Bald Eagle D-1 hatched at the Decorah Fish Hatchery earlier this year, under the watchful eyes of millions of Internet viewers.
She was fitted with a satellite transmitter on July 12 and remained a Decorah resident about another month.
Then, Aug. 14, she flew away.
Thanks to the transmitter researchers have been able to track many of her moves. Researchers download data from the satellite each morning from the previous day.
Her first day away from Decorah, D-1 was logged near the Minnesota/Iowa border and near Wykoff, Minn. Over the next week, she was logged near Pepin, Wisconsin near the Mississippi River and Luck in Central.

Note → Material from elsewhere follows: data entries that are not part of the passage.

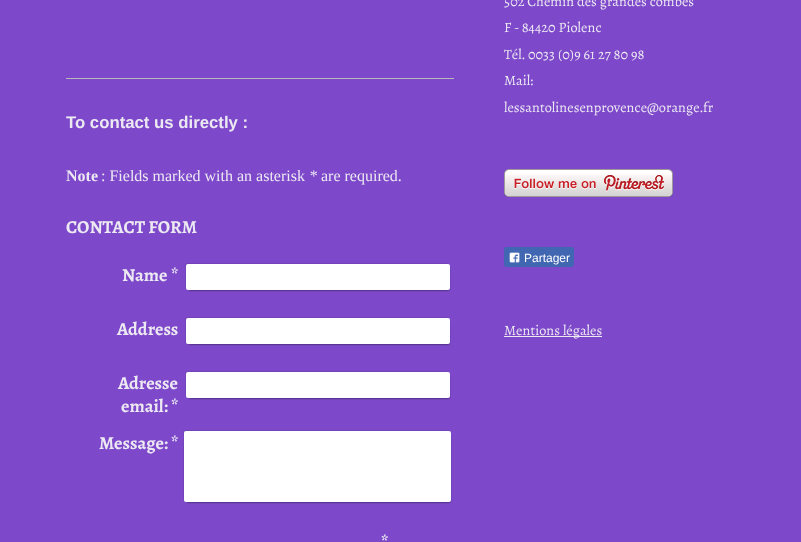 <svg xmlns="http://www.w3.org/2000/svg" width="801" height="542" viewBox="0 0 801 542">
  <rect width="100%" height="100%" fill="#7d49ca"/>
  <path d="M66 78h388v1H66z" fill="#bababa"/>
  <path d="M187 263C186 263 185 264 185 265V287C185 288 185 289 186 289V273C186 272 184 264 188 264H449L447 263Z" fill="#7343ba"/>
  <path d="M189 268h260v22H189z" fill="#000000cc" filter="blur(1px)"/>
  <rect x="186" y="264" width="264" height="26" rx="2" fill="#fff"/>
  <path d="M187 317C186 317 185 318 185 319V341C185 342 185 343 186 343V327C186 326 184 318 188 318H449L447 317Z" fill="#7343ba"/>
  <path d="M189 322h260v22H189z" fill="#000000cc" filter="blur(1px)"/>
  <rect x="186" y="318" width="264" height="26" rx="2" fill="#fff"/>
  <path d="M187 371C186 371 185 372 185 373V395C185 396 185 397 186 397V381C186 380 184 372 188 372H449L447 371Z" fill="#7343ba"/>
  <path d="M189 376h260v22H189z" fill="#000000cc" filter="blur(1px)"/>
  <rect x="186" y="372" width="264" height="26" rx="2" fill="#fff"/>
  <path d="M185 430L183 431V499L184 501V444C184 440 182 431 186 431H450L448 430Z" fill="#7343ba"/>
  <path d="M187 435h263v67H187z" fill="#000000cc" filter="blur(1px)"/>
  <rect x="184" y="431" width="267" height="71" rx="2" fill="#fff"/>
  <image x="504" y="169" width="169" height="28" href="img/1.png"/>
  <rect x="504" y="247" width="70" height="20" rx="3" fill="#4267b2"/>
  <image x="509" y="252" width="11" height="11" href="img/2.png"/>
  <path d="M504 336h98v1H504z" fill="#ede9f3"/>
  <text x="66" y="128" font-family="Liberation Sans" font-size="16.75" font-weight="bold" fill="#ede9f3">To contact us directly :</text>
  <text x="66" y="181" font-family="Liberation Serif" font-size="16" font-weight="bold" fill="#ede9f3">Note</text>
  <text x="101" y="181" font-family="Liberation Serif" font-size="16" fill="#ede9f3">: Fields marked with an asterisk</text>
  <text x="309" y="181" font-family="Liberation Serif" font-size="16" font-style="italic" fill="#ede9f3">*</text>
  <text x="321" y="181" font-family="Liberation Serif" font-size="16" fill="#ede9f3">are required.</text>
  <g font-family="Alegreya" font-size="18.25" font-weight="bold" fill="#ede9f3">
    <text x="66" y="233">CONTACT FORM</text>
    <text x="122" y="281">Name</text>
    <text x="171" y="281">*</text>
    <text x="117" y="335">Address</text>
    <text x="118" y="389">Adresse</text>
    <text x="121" y="412">email:</text>
    <text x="171" y="412">*</text>
    <text x="99" y="449">Message:</text>
    <text x="171" y="449">*</text>
    <text x="381" y="548">*</text>
  </g>
  <g font-family="Alegreya" font-size="14.25" fill="#ede9f3">
    <text x="504" y="6">502 Chemin des grandes combes</text>
    <text x="504" y="32">F - 84420 Piolenc</text>
    <text x="504" y="59">Tél. 0033 (0)9 61 27 80 98</text>
    <text x="504" y="85">Mail:</text>
    <text x="504" y="112">lessantolinesenprovence@orange.fr</text>
  </g>
  <text x="524" y="262" font-family="Liberation Sans" font-size="12" fill="#fff">Partager</text>
  <text x="504" y="335" font-family="Alegreya" font-size="14.25" fill="#ede9f3">Mentions légales</text>
</svg>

Since then, D-1 has largely been in the Yellow Lake vicinity.
A photograph was taken of her Wednesday, Sept. 28, about three miles from Yellow Lake, Wis.
The photographer, who has asked to remain anonymous, said she looked healthy, relaxed and interacted with other local eagles.
Researchers are certain D-1 was the eagle in the picture because her satellite transmitter was visible, and she was tracked down using telemetry, Anderson said.
"Most everyone was completely surprised by her northern travels," said Bob Anderson, director of the Raptor Research Project. "Some of us thought she may go to a nearby livestock farm, but for her to head to Northern Minnesota and Wisconsin was most interesting."
During her travels, D-1 made friends with other eagles, having been seen with both immature and adult eagles.
The biggest risks to her safety are probably having a reduced fear of humans and vehicles, Anderson said.
It will be at least three more years before she breeds, he said.